Monday, January 21, 2013

The wrestling heart

Raw.

Now, I don't love struggle, but I'm an addict to resolution and growth, so I love/hate the failure and conflict and struggle--much like broomball, perhaps (A former field-hockey player described broomball as the most frustrating game invented, but really fun and addicting.)

I'm prone to getting 'preachy,' to Bible bashing the sleeping church and I get emotional over the truth of the gospel--the real thing, not even touchy-feely anything...is this a gift or something I should be wary of? 
Same struggle knowing that I've always loved words and knowing that I know a lot but realizing every moment how much I don't know...

Not knowing where I stand completely on the Jesus Culture movement (wary, actually), I do enjoy singing praise to the Lord and proclaiming the truth that I do see. There are elements of worship music that are a bit disturbing if it ends up focusing back on me all of the time, but even so, I am constantly amazed by the intimacy of the God of the universe--the display of the Glory of the Father come to dwell as Immanuel; that the Holy Spirit indwells and transforms us, that the death and resurrection of Jesus Christ can offer eternal life that starts the moment we believe on His name--that we confess with our tongues, our hearts, our lives that He is Saviour and Lord. This is a life-long process, no doubt, but we know and rely on the love God has for us. We fix our eyes on the author and perfecter of our faith who suffered and we suffer with him, he began it--in the beginning God created...He'll complete it... He who is able to do immeasurably more than we could ask or imagine, according to His power at work... The saints have, do and will overcome, by the blood of the Lamb and the word of our testimony... Amen. All of this blows me away--'You won't relent until you have it all--my heart is yours.' 
Is it? Do I believe that His are the words of life? That drinking in the Holy Scriptures is more desirable than anything this world has to offer? That real communion with Him is where I find life and joy? That I have hope and fulfillment because I've been rescued and redeemed and reconciled to God in Christ? That He holds the words of Truth? That I don't actually have any good thing apart from Him? That anything I have or do is all because of Him and to his glory?
I am ashamed to say I don't always live like that. I am a hypocrite above all. I perpetuate those American Christian stereotypes as much as they make me sick. I back stab and two-time. I bless and curse out of the same  mouth. I try to drink in poison and chug living water. I daily walk through the mud and rejoice over so many lesser things.

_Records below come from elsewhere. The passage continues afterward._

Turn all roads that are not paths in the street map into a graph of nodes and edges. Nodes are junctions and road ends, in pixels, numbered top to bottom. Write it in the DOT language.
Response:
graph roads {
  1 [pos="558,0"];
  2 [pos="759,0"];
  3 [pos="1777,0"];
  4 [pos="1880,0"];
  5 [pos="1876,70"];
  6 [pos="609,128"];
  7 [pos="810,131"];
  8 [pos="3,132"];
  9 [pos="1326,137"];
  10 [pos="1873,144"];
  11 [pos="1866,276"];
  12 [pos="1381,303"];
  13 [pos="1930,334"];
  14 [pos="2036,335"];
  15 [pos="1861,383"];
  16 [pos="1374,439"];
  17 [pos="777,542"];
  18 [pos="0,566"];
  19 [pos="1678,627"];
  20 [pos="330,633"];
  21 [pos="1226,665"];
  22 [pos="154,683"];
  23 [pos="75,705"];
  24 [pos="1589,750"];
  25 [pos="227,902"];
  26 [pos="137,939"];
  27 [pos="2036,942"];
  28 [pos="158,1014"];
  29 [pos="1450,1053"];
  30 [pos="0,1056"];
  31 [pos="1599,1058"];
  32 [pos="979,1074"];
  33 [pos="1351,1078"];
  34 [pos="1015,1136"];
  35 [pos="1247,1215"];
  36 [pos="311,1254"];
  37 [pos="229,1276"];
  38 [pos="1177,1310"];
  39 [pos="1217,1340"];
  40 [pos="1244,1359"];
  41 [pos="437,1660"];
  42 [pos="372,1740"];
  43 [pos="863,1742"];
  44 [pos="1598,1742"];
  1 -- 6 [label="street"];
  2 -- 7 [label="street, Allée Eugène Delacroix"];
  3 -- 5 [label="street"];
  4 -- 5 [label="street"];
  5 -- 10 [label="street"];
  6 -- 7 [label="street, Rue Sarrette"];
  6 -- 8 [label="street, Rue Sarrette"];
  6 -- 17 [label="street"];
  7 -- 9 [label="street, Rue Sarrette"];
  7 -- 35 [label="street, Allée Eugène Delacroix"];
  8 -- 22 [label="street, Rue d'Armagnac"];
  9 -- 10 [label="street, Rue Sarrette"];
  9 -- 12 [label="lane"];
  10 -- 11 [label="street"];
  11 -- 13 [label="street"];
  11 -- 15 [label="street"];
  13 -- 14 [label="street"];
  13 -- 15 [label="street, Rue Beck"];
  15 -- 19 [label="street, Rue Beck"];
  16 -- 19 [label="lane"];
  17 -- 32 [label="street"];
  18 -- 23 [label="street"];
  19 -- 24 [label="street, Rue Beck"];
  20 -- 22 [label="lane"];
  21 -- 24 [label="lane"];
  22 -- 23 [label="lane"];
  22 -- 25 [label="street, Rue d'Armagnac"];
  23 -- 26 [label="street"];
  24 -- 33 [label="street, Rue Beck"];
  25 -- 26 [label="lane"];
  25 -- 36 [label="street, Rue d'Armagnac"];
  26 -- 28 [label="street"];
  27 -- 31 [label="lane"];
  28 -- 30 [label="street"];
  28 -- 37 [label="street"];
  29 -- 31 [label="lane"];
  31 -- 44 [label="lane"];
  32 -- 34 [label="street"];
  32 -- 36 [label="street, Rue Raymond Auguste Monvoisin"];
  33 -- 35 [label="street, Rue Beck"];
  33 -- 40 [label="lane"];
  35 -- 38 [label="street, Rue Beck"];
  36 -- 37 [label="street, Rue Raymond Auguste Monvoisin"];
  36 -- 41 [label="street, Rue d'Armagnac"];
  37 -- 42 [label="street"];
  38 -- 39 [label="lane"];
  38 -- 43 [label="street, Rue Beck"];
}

I struggle with judgement and criticism and cynicism. I shackle myself back to fear and insecurity. I envy and covet. I give in to the hopelessness of the world and wonder if justice really will reign. I think I'm worse than everyone but better than everyone else. I want everyone to think well of me and want me, but I am fully aware that there is no desirable trait about me. I know my weaknesses and annoying characteristics and despise them, too. Mostly, I am sad to say I place myself and other things above my Lord and Savior, Jesus Christ all too often. The great I AM is a jealous God and He doesn't let me run for long, but I give glory to such mediocre things or withhold it from the creator of the universe?! How do I manage? What is this constant battle within? How does good truly win? 

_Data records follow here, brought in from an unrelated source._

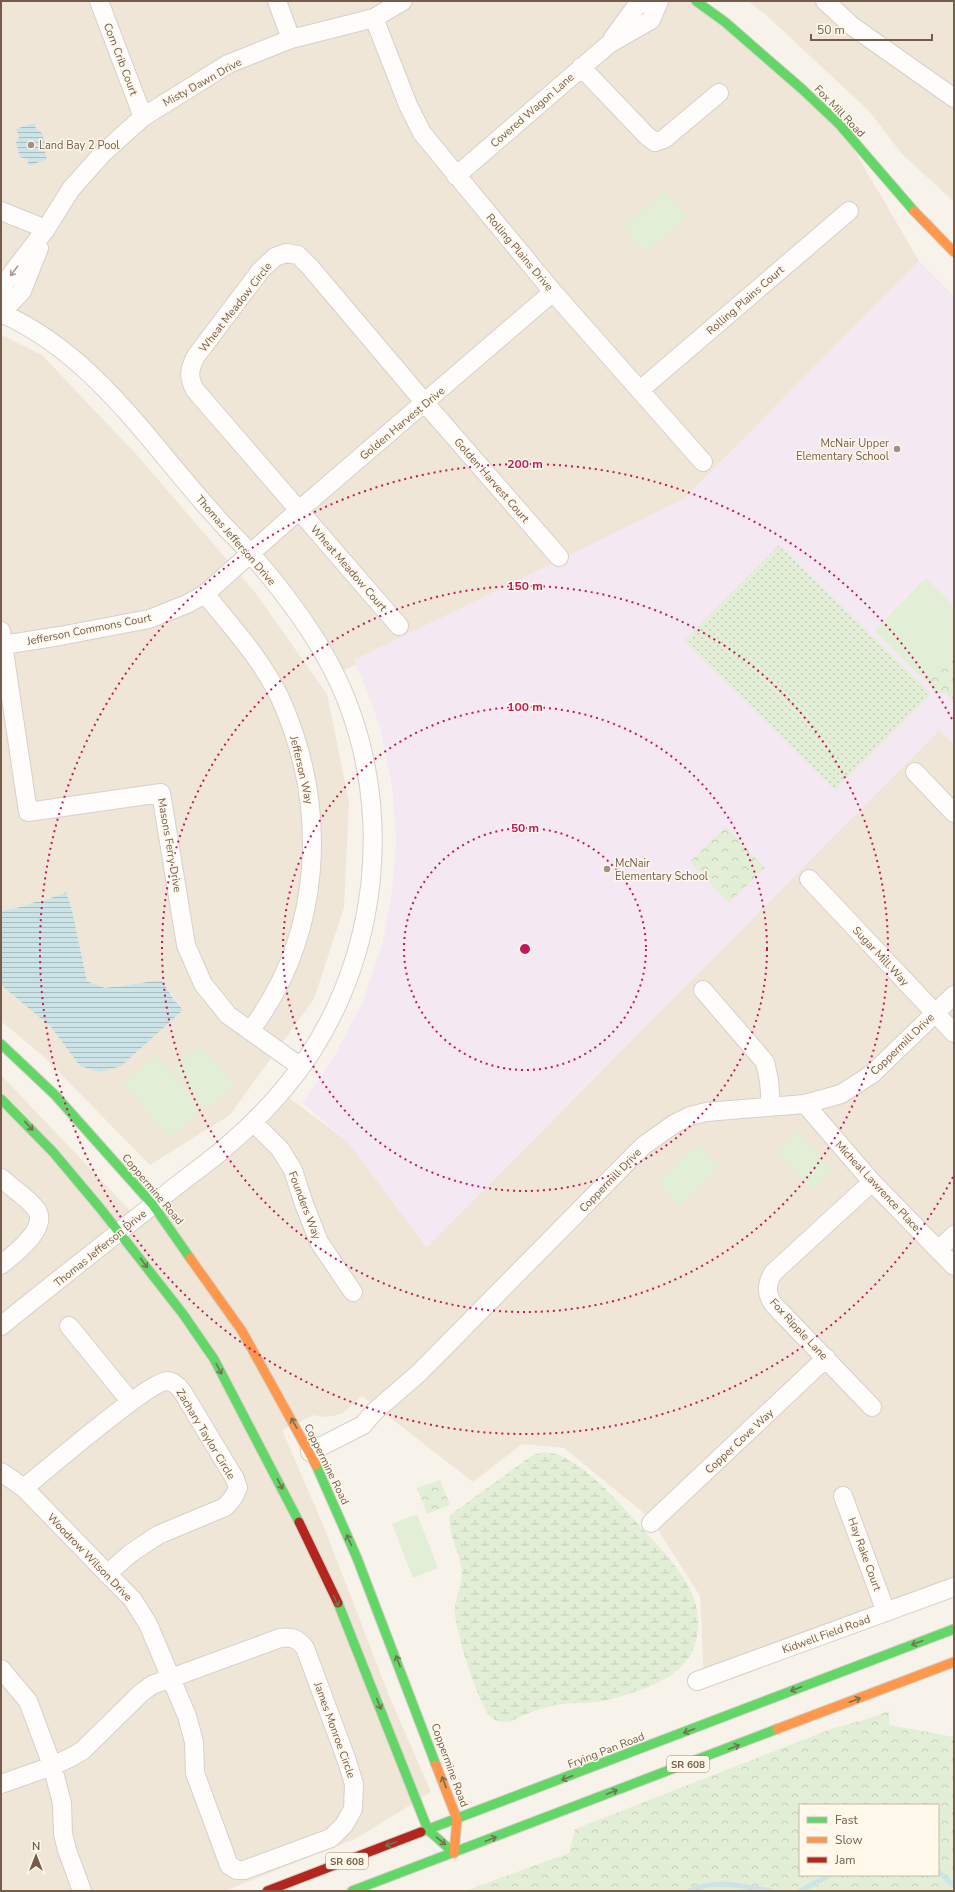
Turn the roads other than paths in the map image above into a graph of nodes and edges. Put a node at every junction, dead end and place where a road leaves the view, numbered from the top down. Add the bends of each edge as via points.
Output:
1 (99, 1) edge
2 (277, 1) edge
3 (403, 1) edge
4 (644, 1) edge
5 (659, 1) edge
6 (696, 1) edge
7 (826, 2) edge
8 (374, 18) junction
9 (291, 39) junction
10 (609, 44) junction
11 (581, 67) junction
12 (719, 93) dead end
13 (954, 98) edge
14 (143, 116) junction
15 (456, 176) junction
16 (1, 211) edge
17 (849, 211) dead end
18 (46, 229) junction
19 (954, 252) edge
20 (553, 292) junction
21 (1, 313) edge
22 (640, 390) junction
23 (425, 403) junction
24 (703, 462) dead end
25 (298, 511) junction
26 (250, 553) junction
27 (559, 557) dead end
28 (205, 594) junction
29 (399, 626) dead end
30 (2, 638) edge
31 (915, 772) dead end
32 (954, 813) edge
33 (809, 879) dead end
34 (702, 990) dead end
35 (954, 995) edge
36 (935, 1013) junction
37 (250, 1031) junction
38 (954, 1033) edge
39 (1, 1044) edge
40 (301, 1067) junction
41 (1, 1099) edge
42 (805, 1104) junction
43 (771, 1106) junction
44 (253, 1122) junction
45 (1, 1178) edge
46 (872, 1182) junction
47 (153, 1205) junction
48 (120, 1233) junction
49 (954, 1235) edge
50 (939, 1249) junction
51 (1, 1265) edge
52 (954, 1266) edge
53 (353, 1292) dead end
54 (1, 1326) edge
55 (69, 1326) dead end
56 (826, 1358) junction
57 (131, 1402) junction
58 (872, 1408) dead end
59 (310, 1452) junction
60 (1, 1472) edge
61 (24, 1488) junction
62 (844, 1496) dead end
63 (652, 1523) dead end
64 (107, 1574) junction
65 (954, 1587) edge
66 (886, 1612) junction
67 (954, 1629) edge
68 (954, 1662) edge
69 (1, 1669) edge
70 (172, 1678) junction
71 (698, 1681) dead end
72 (52, 1765) junction
73 (1, 1784) edge
74 (457, 1819) junction
75 (428, 1830) junction
76 (454, 1853) junction
77 (82, 1891) edge
78 (267, 1891) edge
79 (352, 1891) edge

1 - 14 street, Corn Crib Court
2 - 9 street
3 - 8 street, Misty Dawn Drive
4 - 10 street, Covered Wagon Lane via 635,8
5 - 10 street, Covered Wagon Lane via 651,20
6 - 19 street, Fox Mill Road via 731,27 839,124 914,211
7 - 13 street via 852,26
8 - 9 street, Misty Dawn Drive
8 - 15 street, Rolling Plains Drive via 422,134
9 - 14 street, Misty Dawn Drive via 228,64
10 - 11 street, Covered Wagon Lane
11 - 12 street via 655,142 664,139
11 - 15 street, Covered Wagon Lane
14 - 18 street, Misty Dawn Drive via 103,153 72,189
15 - 20 street, Rolling Plains Drive
16 - 18 street
17 - 22 street, Rolling Plains Court
18 - 21 street, Misty Dawn Drive via 3,285
20 - 22 street, Rolling Plains Drive
20 - 23 street, Golden Harvest Drive
21 - 26 street, Thomas Jefferson Drive via 53,343 98,380
22 - 24 street, Rolling Plains Drive
23 - 25 street, Golden Harvest Drive
23 - 25 street, Wheat Meadow Circle via 298,255 286,253 275,257 261,270 196,356 190,366 190,380 195,390
23 - 27 street, Golden Harvest Court
25 - 26 street, Golden Harvest Drive
25 - 29 street, Wheat Meadow Court
26 - 28 street, Jefferson Commons Court
26 - 40 street, Thomas Jefferson Drive via 299,615 335,675 356,729 371,803 371,878 366,915 357,951 322,1035
28 - 30 street, Jefferson Commons Court via 149,619 60,636
28 - 37 street, Jefferson Way via 237,632 280,699 296,740 310,797 313,844 308,899 295,948 268,1008
30 - 37 street, Masons Ferry Drive via 28,812 161,793 186,944 203,984 228,1015
31 - 32 street
33 - 36 street, Sugar Mill Way
34 - 43 street via 765,1062
35 - 36 street, Coppermill Drive
36 - 38 street, Sugar Mill Way
36 - 42 street, Coppermill Drive via 872,1074 841,1094
37 - 40 street, Masons Ferry Drive
39 - 47 street, Coppermine Road via 55,1095
40 - 44 street, Thomas Jefferson Drive
41 -> 48 street via 53,1152
42 - 43 street, Coppermill Drive
42 - 46 street, Micheal Lawrence Place
43 - 59 street, Coppermill Drive via 706,1112 690,1116 649,1142 419,1373 374,1412 364,1426
44 - 47 street, Thomas Jefferson Drive via 228,1146
44 - 53 street, Founders Way via 280,1149 293,1170 319,1242
45 - 51 street via 34,1207 40,1220 37,1229 22,1247
46 - 50 street, Micheal Lawrence Place
46 - 56 street, Fox Ripple Lane via 768,1280 769,1298
47 - 48 street, Thomas Jefferson Drive
59 -> 47 street, Coppermine Road via 242,1331
48 - 54 street, Thomas Jefferson Drive
48 -> 75 street via 183,1314 214,1359 285,1492 345,1619
49 - 50 street
50 - 52 street, Micheal Lawrence Place
55 - 57 street
56 - 58 street, Fox Ripple Lane
56 - 63 street, Copper Cove Way
57 - 61 street, Zachary Taylor Circle
57 - 64 street, Zachary Taylor Circle via 158,1383 168,1381 176,1384 182,1390 238,1488 225,1507 158,1535 131,1553
74 -> 59 street, Coppermine Road via 357,1558
60 - 61 street, Woodrow Wilson Drive
61 - 64 street, Woodrow Wilson Drive
62 - 66 street, Hay Rake Court
64 - 70 street, Woodrow Wilson Drive via 133,1600 148,1624
65 - 66 street, Kidwell Field Road
66 - 71 street, Kidwell Field Road
67 -> 74 street, Frying Pan Road / SR 608
76 -> 68 street, SR 608
69 - 72 street via 28,1701
70 - 70 street, James Monroe Circle via 194,1742 195,1773 229,1865 237,1870 256,1867 331,1838 344,1825 353,1809 354,1784 348,1761 305,1648 299,1640 288,1636 280,1638
70 - 72 street, James Monroe Circle via 152,1685 141,1693 82,1751
72 - 73 street, James Monroe Circle
72 - 77 street via 62,1803 67,1850
74 - 75 street, Frying Pan Road / SR 608
74 - 76 street, Coppermine Road
75 -> 76 street
75 -> 78 street, Frying Pan Road / SR 608
76 - 79 street, SR 608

As a Hosanna prayer, not a demanding request:
You are good. Show yourself good.
You are gracious. Shower your grace.
You love mercy and justice. Reign.
You are love. Fill us to overflowing.
You are righteous. Transform our lives.
You define beauty and are infinitely beautiful. Open our eyes to see the wonders.
You are glorious. Take the glory.
You are all knowing and sovereign. Give us wisdom and courage to walk in obedience.
You listen to your humble servants. Humble us and respond to our cries.
You are God; there is no other. Reveal yourself.
Transform us, we pray. This very day. 
We'll sing a new song and enjoy you forever.


Yahweh, Jesus Messiah, You have my writhing heart.
Linnea Michelle

1 comment:

  1. I hear your heart and resonate with this so deeply. What a beautiful prayer. What an honest prayer. Thanks, friend.